The stamps I partially recognize. Postmarked July 27, 2020. One is Julia Gillard, Australia's 27th PM. I have to look the other one up, but I'm sensing a theme. The 30th Australian PM is Scott Morrison, who I recognize by name only. Definitely a theme.
The numbers could correspond to the message text, but that breaks down as there aren't 18 lines. Then I realize that there is an arrow between the stamps and the numbers, so we pull up a list of the prime ministers. FIND THE DAMN SCRIVENER. Ok... Funnily enough there's a Scrivener Dam in Canberra, which creates Lake Burley Griffin
All of which brings us to another message from Scarlett, our postcard sender.
I talk my partner into....
Card 4
This card has us going to Japan - a picture of snow-capped Mount Fuji on the front, with the word Tadaima, which Google tells me is something you say on returning home from foreign travel. On the back is a haiku, which seems to represent a volcano, a series of stamps with what I am going to assume are Japanese numbers, and a list of what I think are Japanese provinces islands. The names of the islands are written on broken or oddly ended lines - I Ching? It's got the right number of lines, but some are broken into 4, rather than two. Could be two hexagrams?
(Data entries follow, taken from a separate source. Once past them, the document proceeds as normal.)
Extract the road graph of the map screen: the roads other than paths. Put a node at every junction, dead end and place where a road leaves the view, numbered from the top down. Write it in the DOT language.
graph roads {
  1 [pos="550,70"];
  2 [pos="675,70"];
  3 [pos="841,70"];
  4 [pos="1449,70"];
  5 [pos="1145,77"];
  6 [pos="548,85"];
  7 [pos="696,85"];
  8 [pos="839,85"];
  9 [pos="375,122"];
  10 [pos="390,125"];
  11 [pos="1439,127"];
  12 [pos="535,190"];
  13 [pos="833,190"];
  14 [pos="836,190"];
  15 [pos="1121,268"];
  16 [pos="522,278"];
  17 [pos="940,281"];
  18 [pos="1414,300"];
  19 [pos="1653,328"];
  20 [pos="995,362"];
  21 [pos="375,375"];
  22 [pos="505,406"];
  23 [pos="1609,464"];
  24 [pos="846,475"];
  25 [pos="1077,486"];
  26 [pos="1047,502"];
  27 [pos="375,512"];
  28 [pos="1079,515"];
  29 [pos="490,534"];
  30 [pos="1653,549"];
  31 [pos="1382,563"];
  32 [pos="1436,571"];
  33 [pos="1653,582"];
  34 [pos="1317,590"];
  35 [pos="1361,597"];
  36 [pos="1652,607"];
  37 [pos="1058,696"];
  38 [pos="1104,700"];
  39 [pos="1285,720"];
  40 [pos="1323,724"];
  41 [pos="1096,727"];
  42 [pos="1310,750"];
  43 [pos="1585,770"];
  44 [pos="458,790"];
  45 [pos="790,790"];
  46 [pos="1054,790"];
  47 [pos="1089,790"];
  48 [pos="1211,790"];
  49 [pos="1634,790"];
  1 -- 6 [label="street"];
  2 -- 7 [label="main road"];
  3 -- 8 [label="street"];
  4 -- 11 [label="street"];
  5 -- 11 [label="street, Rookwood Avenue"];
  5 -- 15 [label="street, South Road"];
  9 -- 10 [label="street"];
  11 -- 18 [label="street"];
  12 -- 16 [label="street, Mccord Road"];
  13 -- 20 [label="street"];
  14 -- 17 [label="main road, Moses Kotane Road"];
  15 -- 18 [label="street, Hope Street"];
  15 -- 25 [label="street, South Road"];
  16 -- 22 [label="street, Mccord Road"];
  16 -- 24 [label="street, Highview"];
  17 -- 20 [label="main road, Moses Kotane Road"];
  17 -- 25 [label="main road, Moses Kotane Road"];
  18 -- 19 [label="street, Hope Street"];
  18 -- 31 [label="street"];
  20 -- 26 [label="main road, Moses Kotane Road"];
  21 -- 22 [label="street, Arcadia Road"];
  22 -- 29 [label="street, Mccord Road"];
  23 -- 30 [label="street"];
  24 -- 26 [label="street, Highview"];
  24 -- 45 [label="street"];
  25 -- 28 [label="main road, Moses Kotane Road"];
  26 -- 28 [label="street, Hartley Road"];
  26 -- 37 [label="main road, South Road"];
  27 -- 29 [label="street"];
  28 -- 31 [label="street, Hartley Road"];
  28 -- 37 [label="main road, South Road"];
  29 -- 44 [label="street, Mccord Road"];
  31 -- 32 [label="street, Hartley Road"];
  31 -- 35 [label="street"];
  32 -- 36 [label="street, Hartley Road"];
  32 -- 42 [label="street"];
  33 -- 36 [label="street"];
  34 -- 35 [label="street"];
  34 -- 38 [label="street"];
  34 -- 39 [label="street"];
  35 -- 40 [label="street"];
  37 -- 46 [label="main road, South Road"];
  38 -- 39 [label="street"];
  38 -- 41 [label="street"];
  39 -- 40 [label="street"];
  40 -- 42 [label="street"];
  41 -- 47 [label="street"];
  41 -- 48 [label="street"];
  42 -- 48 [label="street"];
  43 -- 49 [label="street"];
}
I give up on that a bit and look at the stamps. They are Japanese characters for numbers: 9-7-1-17-12-19-4: IGAQLSD. Hmf.
I am super stumped by this card. I look up the clues. It is NOT I Ching. Which is a loss. Instead, it is counting in as many times as there are breaks. So, four breaks on the top line gets us to K. Heading right, like the arrow, the first letter in on the second line is Y. Heading left, like the arrow, the last letter on the third line is U... keeping going gets us KYUSHU. Maybe if I hadn't gone down the i Ching rabbit hole?
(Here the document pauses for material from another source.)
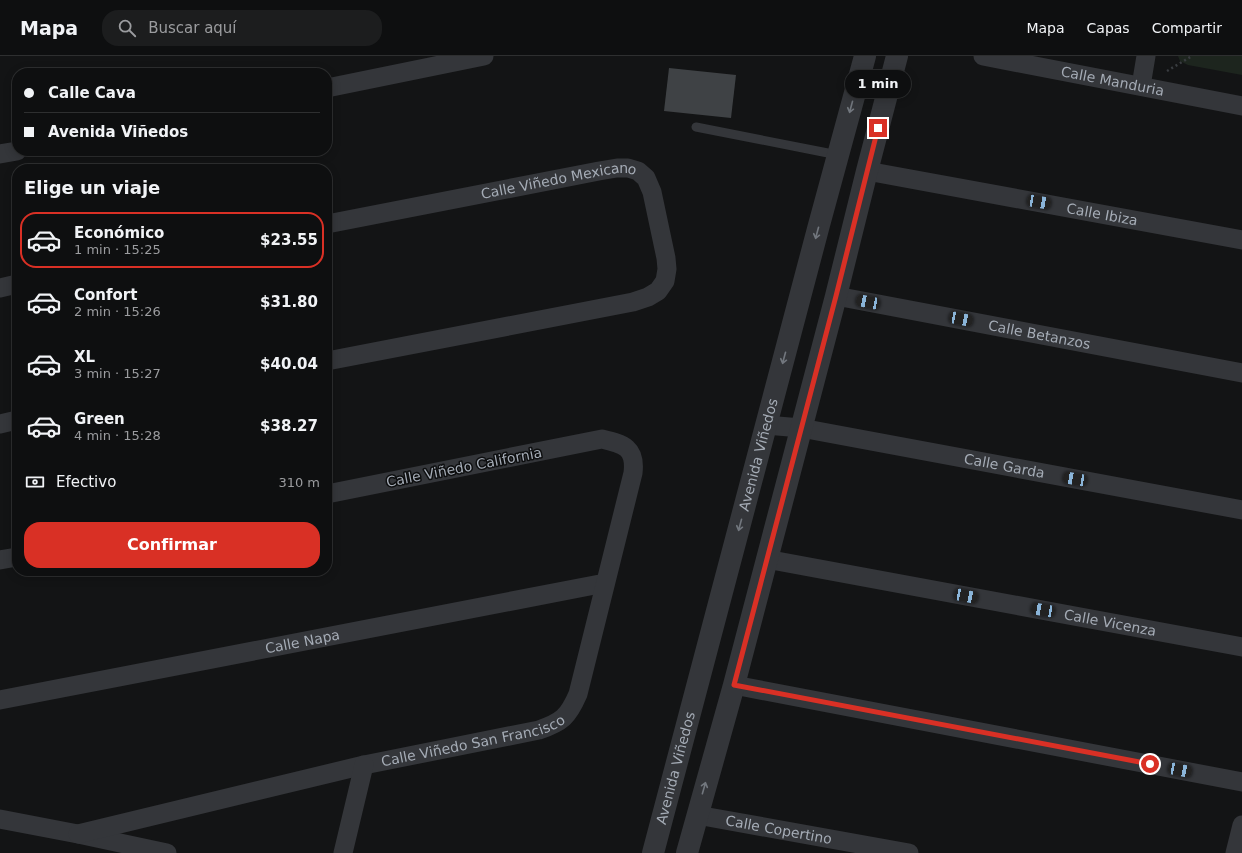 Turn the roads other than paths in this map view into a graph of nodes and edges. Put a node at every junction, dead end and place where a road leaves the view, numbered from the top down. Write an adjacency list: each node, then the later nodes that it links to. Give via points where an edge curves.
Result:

Talking with my partner, we're looking at the stamps again. Tadaima can also be used as "I'm home", so if there's some sort of home base on Mt. Fuji, then the stamp rotations mean something? Where as the last one felt super quick, this is a bit of a slog. Clues tell us it's a ROT cipher. Banging my head repeatedly. So, rotate T 9 times - C, A 7 times - H...
CHERUFE... But then the internet tells us they're found in Chile?
So we have a Chilean magma spirit, living in volcanoes, feeding on virgins, found in Kyushu, which apparently has
26 volcanoes.
Let's see if that's enough for Scarlett... No, looks like she wants a specific volcano.... and it turns out it's not a volcano, but a caldera from an ancient one. Lake Ikeda. The closest volcano to Lake Ikeda is Mount Daimon.
Finally that works. This was a lot more googling and a lot less actual puzzling than we normally like, but with all the hints we got there in the end. Would have been nice if Googling 'what volcano is closest to Lake Ikeda' actually got the answer we wanted.
That was kind of annoying, so we push through to the final puzzle for a hopefully more satisfying ending.
Card 5
Ok, we're in the savannah this time. There's a silhouette of a giraffe with Herhaal - Afrikaans for repeat - and a bunch of words, many of which have repeated letters. Quickly: MAMOU MAMBO. Hmmmm. maybe not.
On the back we have South Africa's flag with a shape on it. After last card I'm stuck on lakes, but it turns out to be the shape of LESOTHO. I guess we have a starting location. The stamps are of a pair of hands - adult and child, a mountain range, a level, and the Eiffel Tower. There is a jumbled message with different colored letters. I keep trying to see WELCOME TO in brown. The stamps actually may be color coded to the scrambled letters: tan4, brown3, red2, blue1.
- blue: EHLALN
- red: HOBSTA
- brown: EWLMECIKTORE: WELCOME TREKI
- tan: RAOLEG
The message is also odd. On a guess I google water and the capitalized words LHWP: Lesotho Highlands Water Project, which provides water from Lesotho to S. Africa.
This is ceasing to be fun. It seems like another googling one, rather than a solve the puzzles thing. This is feeling like work and research.